It could be done using the existing iio-api by just sending or receiving a block with bytes_used=0.

@pcercuei do You endorse this proposal? Do You prefer having set/get-functions or changing the signature of iio_buffer_create_block?

@pcercuei
Copy link
Contributor

pcercuei commented Sep 5, 2022

There's no point discussing how to implement it in libiio, before we have a proof-of-concept working with HDL code, and kernel drivers; because then the libiio interface will depend on what API is offered by the kernel...

@catkira
Copy link
Contributor Author

catkira commented Sep 5, 2022

Thats a chicken-egg-problem. Ideally the front and backend are developed at the same time so that the whole thing can be tested. But it seems that the hdl people of ADI are not interested in participating, so that part I will have to do alone. But maybe there is a chance to agree on a timestamp api for libiio. I prefer not to maintain private forks, I rather like to get stuff merged with PRs.

@pcercuei
Copy link
Contributor

pcercuei commented Sep 6, 2022

It is not a chicken-egg problem. Doing things out-of-order will most certainly result in twice the amount of work.

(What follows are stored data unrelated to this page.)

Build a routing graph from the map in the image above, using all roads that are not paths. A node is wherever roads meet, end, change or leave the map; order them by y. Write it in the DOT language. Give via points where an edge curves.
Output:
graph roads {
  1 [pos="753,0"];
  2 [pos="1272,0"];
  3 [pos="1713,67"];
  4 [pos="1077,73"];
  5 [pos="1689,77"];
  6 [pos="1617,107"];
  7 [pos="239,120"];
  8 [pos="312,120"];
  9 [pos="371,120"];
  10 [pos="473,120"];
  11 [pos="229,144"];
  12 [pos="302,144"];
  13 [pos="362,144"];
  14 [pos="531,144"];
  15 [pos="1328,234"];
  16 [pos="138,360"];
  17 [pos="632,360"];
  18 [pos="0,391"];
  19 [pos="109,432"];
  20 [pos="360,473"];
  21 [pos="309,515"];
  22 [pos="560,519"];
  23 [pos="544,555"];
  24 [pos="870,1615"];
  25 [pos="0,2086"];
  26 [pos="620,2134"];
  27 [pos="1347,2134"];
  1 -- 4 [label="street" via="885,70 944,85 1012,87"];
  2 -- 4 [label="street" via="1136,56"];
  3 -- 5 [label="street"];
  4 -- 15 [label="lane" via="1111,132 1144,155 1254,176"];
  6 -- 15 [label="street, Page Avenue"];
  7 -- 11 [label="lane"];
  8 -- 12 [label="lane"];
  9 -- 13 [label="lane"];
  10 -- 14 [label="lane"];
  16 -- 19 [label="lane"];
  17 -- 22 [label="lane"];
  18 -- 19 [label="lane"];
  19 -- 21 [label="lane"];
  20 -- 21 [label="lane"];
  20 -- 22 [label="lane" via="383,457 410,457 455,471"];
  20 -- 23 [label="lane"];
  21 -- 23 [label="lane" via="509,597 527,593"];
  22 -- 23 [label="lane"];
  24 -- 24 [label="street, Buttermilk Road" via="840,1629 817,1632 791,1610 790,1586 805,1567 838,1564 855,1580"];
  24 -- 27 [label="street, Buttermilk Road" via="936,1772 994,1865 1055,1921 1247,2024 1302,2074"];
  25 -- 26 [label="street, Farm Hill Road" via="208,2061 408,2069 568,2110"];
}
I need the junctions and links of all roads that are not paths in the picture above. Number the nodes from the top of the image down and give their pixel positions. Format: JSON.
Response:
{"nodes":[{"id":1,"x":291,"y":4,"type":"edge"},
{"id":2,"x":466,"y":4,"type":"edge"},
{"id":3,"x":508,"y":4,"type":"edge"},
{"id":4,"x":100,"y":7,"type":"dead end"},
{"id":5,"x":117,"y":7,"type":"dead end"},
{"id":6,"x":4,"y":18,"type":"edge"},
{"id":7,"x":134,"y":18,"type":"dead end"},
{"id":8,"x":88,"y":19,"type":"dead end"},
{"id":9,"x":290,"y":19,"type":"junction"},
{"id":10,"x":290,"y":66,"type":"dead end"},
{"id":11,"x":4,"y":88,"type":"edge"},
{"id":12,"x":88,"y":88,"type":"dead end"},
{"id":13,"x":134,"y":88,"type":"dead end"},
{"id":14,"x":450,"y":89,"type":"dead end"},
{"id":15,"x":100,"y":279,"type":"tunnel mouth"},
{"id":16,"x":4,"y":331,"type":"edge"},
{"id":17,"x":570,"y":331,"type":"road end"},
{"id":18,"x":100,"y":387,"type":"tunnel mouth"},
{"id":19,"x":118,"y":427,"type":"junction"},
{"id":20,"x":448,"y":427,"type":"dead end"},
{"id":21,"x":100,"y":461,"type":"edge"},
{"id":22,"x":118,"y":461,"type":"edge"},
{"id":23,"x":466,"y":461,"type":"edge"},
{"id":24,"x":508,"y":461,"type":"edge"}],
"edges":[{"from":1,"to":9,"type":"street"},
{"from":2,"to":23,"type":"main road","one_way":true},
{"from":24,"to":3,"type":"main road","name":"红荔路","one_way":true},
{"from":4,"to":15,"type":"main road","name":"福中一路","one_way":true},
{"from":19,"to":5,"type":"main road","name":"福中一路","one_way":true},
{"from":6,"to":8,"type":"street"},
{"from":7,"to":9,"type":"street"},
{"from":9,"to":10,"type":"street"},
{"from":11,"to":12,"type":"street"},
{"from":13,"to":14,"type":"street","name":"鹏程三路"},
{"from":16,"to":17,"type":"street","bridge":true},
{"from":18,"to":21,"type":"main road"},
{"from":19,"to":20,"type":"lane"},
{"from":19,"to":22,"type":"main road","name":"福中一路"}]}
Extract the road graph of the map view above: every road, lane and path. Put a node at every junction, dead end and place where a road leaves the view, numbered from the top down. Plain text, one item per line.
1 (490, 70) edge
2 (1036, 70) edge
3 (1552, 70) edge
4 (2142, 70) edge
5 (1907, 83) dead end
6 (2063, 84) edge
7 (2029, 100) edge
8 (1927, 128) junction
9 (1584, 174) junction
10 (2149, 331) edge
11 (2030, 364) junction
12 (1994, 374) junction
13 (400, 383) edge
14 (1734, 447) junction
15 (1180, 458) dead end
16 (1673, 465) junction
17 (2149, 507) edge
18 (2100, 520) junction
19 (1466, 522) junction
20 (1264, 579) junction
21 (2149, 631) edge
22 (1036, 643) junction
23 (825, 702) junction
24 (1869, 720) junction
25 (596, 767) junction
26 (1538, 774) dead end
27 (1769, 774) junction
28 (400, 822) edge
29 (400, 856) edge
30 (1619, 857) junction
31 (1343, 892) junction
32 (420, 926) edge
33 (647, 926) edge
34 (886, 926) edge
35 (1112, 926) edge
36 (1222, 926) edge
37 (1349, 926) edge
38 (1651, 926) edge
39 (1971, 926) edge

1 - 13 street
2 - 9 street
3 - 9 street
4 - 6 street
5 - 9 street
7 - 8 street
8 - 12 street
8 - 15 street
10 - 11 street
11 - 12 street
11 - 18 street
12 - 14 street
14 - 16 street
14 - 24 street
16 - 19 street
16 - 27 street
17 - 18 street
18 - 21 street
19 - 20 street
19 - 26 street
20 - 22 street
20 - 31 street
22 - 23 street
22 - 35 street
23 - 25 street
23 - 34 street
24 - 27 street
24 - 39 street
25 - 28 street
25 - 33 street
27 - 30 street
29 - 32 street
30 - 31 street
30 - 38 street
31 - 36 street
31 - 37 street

HDL people at ADI have their own agenda, you know. I'll see if we can organize something though.

@catkira
Copy link
Contributor Author

catkira commented Sep 11, 2022

Seems like the hdl guys are busy with other things. The timestamp feature has been discussed here on and off during the last couple of years, so it probably does not make sense to wait for an initiative. I will do the timestamp stuff myself then, this means unfortunately that I have to maintain forks of the hdl, buildroot, linux and libiio repo :/

@catkira catkira closed this as completed Sep 11, 2022
@mhennerich
Copy link
Contributor

Hi Benjamin,
scheduling a meeting with our HDL folks is on my todo list. Unfortunately last week I came back from a 2 week vacation, and I'm under water with quite a few things at the moment. We're happy to accept contributions for libiio, linux and HDL if we see them useful and maintainable. I think the timestamp infrastructure will definitely fall into this category. Ideally the HDL work should be discussed on the HDL forum, and I don't know their capacity and bandwidth to start working on this right away. This or the other way it would be good to have some alignment here. I'll set something up this week to discuss with them.

-Michael

@pcercuei pcercuei reopened this Sep 12, 2022
@rgetz
Copy link
Contributor

rgetz commented Sep 13, 2022

the timestamp value should not be written by the DMA to the samples buffer. Instead, it should be written by the IP to a separate hardware register, that the kernel can read in the IRQ handler, and provide to the userspace through a device or buffer attribute.

If the interface IP writes a sample count to a hardware registers - that the IRQ handler provides to user space through an attribute - how do you know if you are synchronous? (between buffers and timestamps?) I order to guarantee alignment between buffers and timestamps (or other meta data) doesn't it need to be managed in a single merged stream?

A single stream is how:

  • Ettus solved problem in CHDR [latest spec[(https://files.ettus.com/app_notes/RFNoC_Specification.pdf#page=12)
  • Industry solved in VITA 49 which is overkill - which is why most people don't use it - but is still a single stream for data + metadata
  • Industry solved in SigMF where you can have metadata per dataset.

Otherwise - how to manage the timestamp and the buffer from an application standpoint?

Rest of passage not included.